On Monday, the Political Carnival blog broke the news using a screen grab of the "Should Obama be killed" poll, created by someone using Mr. Farmer's third-party Facebook application.
The poll listed four options: Yes. Maybe. No. If he cuts my health care.
Mr. Farmer said the answer was overwhelmingly "No," with 98 percent of the 731 people choosing that option before the poll was disabled.
The news caused a firestorm, as it came after a summer of angry protests that included signs featuring Mr. Obama as Adolf Hitler and after House Speaker Nancy Pelosi said she feared the political discourse had become so degraded it could lead to violence.
Even those who denounced the poll were worried that its reach was overblown.
Ken, who blogs at PopeHat, said such Internet posts are "worthy of contempt" but are "not true threats." He said it's troublesome some are attempting to censor free speech.
Mr. Farmer's daily routine includes checking for offensive material among the sometimes 10,000 polls created daily using his application.

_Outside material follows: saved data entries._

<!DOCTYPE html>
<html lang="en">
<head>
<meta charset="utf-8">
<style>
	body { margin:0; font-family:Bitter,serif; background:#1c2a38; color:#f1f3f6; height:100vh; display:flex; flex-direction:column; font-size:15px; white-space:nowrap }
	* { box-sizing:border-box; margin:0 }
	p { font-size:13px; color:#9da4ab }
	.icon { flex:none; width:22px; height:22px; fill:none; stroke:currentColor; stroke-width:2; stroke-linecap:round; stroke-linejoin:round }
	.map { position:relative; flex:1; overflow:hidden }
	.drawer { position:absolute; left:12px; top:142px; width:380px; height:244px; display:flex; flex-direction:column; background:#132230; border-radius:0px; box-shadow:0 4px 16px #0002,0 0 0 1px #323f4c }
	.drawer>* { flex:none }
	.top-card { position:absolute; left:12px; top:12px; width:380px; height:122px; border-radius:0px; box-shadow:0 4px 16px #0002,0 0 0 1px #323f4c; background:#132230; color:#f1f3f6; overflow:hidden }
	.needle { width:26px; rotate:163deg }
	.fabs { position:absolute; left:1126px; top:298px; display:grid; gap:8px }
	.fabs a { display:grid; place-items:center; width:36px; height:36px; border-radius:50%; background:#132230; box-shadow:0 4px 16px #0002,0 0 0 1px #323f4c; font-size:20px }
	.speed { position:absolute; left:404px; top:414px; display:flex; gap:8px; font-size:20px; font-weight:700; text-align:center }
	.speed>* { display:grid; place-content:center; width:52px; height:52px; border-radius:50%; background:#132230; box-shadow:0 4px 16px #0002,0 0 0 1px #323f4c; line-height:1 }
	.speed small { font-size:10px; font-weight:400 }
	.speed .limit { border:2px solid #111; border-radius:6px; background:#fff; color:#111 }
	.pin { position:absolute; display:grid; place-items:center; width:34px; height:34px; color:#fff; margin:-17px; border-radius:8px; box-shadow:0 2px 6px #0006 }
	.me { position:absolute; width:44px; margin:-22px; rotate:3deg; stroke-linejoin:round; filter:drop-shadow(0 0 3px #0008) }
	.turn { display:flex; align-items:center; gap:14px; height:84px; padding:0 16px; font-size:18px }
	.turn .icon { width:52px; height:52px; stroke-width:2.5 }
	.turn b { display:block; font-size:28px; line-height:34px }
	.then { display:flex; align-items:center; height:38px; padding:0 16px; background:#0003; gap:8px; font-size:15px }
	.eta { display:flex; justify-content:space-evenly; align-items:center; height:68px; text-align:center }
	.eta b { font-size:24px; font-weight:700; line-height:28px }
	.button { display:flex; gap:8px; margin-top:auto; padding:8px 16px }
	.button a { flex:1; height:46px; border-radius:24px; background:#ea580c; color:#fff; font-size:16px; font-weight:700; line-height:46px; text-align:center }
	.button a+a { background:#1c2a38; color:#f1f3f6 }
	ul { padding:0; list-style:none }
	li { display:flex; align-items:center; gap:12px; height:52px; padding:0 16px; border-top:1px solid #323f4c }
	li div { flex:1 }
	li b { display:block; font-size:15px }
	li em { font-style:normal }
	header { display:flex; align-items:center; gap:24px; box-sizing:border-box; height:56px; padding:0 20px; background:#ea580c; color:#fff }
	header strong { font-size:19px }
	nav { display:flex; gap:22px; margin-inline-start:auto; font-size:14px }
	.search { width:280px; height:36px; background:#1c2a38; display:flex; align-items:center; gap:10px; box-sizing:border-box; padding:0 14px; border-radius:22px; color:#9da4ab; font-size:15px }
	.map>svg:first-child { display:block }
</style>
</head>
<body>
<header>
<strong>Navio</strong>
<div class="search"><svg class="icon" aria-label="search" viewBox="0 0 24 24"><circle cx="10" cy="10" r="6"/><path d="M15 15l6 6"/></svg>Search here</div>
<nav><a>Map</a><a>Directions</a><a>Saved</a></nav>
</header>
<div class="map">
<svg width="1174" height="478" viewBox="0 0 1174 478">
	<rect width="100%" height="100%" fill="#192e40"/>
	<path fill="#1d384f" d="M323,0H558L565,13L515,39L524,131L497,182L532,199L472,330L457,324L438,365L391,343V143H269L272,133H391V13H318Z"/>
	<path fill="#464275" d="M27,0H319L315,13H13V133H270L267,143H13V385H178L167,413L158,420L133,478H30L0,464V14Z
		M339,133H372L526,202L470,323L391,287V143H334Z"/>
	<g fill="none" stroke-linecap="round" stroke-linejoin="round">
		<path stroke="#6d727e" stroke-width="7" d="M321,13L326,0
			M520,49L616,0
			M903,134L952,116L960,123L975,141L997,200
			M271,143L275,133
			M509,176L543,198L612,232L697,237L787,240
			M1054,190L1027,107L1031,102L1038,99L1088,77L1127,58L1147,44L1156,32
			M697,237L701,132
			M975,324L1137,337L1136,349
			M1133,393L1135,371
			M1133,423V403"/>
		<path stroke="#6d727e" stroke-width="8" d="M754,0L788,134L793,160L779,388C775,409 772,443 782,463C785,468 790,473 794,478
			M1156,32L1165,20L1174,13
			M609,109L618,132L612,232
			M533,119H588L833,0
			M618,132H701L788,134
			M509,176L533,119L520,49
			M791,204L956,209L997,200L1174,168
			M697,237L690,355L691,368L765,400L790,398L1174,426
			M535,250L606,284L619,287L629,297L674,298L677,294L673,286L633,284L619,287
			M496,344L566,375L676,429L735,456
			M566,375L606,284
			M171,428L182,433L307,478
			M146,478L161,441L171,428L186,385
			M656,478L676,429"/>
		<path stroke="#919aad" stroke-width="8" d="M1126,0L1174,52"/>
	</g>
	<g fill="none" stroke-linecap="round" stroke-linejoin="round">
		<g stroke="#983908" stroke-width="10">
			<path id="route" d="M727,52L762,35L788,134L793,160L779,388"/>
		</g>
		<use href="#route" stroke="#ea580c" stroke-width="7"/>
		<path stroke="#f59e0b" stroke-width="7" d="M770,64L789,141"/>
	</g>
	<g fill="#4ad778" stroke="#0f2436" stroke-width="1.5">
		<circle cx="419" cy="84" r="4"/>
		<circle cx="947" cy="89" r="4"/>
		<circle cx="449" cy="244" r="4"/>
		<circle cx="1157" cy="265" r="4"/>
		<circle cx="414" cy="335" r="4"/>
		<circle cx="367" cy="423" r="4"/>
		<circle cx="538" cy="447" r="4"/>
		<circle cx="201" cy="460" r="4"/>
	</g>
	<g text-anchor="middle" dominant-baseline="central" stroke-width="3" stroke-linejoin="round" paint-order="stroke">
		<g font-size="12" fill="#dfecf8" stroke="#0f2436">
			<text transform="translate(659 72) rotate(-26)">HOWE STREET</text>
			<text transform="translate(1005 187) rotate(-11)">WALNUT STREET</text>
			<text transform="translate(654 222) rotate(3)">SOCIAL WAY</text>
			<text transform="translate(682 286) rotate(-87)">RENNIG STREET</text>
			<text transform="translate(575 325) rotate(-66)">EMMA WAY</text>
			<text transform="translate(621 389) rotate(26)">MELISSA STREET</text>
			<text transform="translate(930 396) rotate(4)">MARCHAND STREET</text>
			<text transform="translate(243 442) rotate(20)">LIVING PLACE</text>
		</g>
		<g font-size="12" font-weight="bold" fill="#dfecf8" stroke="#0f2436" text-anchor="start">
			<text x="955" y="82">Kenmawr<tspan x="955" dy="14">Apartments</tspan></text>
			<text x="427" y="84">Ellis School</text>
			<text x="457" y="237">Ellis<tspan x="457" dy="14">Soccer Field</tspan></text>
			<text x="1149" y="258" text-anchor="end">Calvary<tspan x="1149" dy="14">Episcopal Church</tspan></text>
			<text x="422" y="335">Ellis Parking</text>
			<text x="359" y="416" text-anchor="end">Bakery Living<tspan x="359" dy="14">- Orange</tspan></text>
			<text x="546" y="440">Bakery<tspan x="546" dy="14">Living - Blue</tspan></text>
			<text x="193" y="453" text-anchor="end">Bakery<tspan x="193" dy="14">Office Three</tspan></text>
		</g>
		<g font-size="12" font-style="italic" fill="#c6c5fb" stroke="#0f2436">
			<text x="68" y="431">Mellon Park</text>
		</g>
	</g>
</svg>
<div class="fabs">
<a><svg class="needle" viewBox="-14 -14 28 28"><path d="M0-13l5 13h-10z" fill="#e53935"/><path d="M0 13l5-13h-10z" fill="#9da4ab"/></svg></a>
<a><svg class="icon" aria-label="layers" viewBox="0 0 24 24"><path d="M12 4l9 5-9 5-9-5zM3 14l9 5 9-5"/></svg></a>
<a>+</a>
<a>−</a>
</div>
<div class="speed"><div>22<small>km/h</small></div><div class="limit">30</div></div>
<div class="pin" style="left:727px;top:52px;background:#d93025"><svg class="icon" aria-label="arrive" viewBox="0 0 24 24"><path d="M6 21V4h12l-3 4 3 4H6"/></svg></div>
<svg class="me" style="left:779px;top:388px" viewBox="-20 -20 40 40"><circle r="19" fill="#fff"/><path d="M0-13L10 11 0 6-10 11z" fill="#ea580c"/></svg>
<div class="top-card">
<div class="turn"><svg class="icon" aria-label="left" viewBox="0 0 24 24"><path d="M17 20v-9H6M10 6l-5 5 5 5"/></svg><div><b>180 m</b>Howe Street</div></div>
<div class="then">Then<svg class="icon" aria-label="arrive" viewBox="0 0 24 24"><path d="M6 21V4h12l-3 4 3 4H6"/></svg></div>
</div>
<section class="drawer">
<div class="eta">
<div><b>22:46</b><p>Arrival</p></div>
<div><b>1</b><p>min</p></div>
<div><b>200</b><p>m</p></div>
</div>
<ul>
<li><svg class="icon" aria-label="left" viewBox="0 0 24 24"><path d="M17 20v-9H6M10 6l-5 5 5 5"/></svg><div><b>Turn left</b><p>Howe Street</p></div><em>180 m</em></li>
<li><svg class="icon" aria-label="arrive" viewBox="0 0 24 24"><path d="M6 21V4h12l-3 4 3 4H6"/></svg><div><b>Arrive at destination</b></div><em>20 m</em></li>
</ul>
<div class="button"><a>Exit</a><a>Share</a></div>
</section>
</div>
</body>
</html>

After looking at what's been flagged as offensive by some of the 300 million people on Facebook, Mr. Farmer uses his own judgment call to yank polls. He said many polls have either rude or crude language, and he disables those that target nonpublic figures.
The Secret Service did not respond to requests for comment.
Meanwhile, Facebook users took it into their own hands to create polls denouncing the original post and asking how Facebook should be punished - with a fine, by issuing an apology or instituting better safeguards.
Scott Rubin, a spokesman for YouTube, said the site takes any posts "inciting others to commit violent acts ... very seriously," with a permanent ban being a potential consequence. YouTube will hand over to authorities any content that may violate the site's guidelines.
The site also has a safety tool allowing users to flag "threatening comments" and round-the-clock staffers monitor and sometimes report those submissions to authorities.
Users can vote comments up or down and block offensive or objectionable language.
The White House has an open comments policy on its YouTube page, where user cherrybombz454 complained about Mr. Obama's policy toward Iran.
"Worst President Ever!" the user wrote.
Plenty of other Facebook polls are judging Mr. Obama, asking whether he's a "socialist," and more than 34,000 have voted in a poll asking whether Mr. Obama is "destroying our country." But most users said the assassination poll crossed the line.
"You do not make jokes about killing leaders you disagree with," Keith John Sampson of Indianapolis scolded Facebook users.
He said when he attended a protest of President George W. Bush in May 2003, he reported to Secret Service a threat another protester made against the president.
"I could not take the chance that the fool at the demonstration might not decide to take action on his own," he said. "No one detested President Bush more than me ... [b]ut I never wished him harm."
Mr. Farmer turned over to the Secret Service the poll creator's numerical identifier but still the internet was flooded with comments from critics who thought he was responsible for its content. He said he was relieved that the tech-savvy authorities understood that wasn't the case.
Mr. Farmer admitted he failed by not noticing the out-of-bounds poll until it had already become a news story.
"Now it's back to the drawing board and making it better," he said.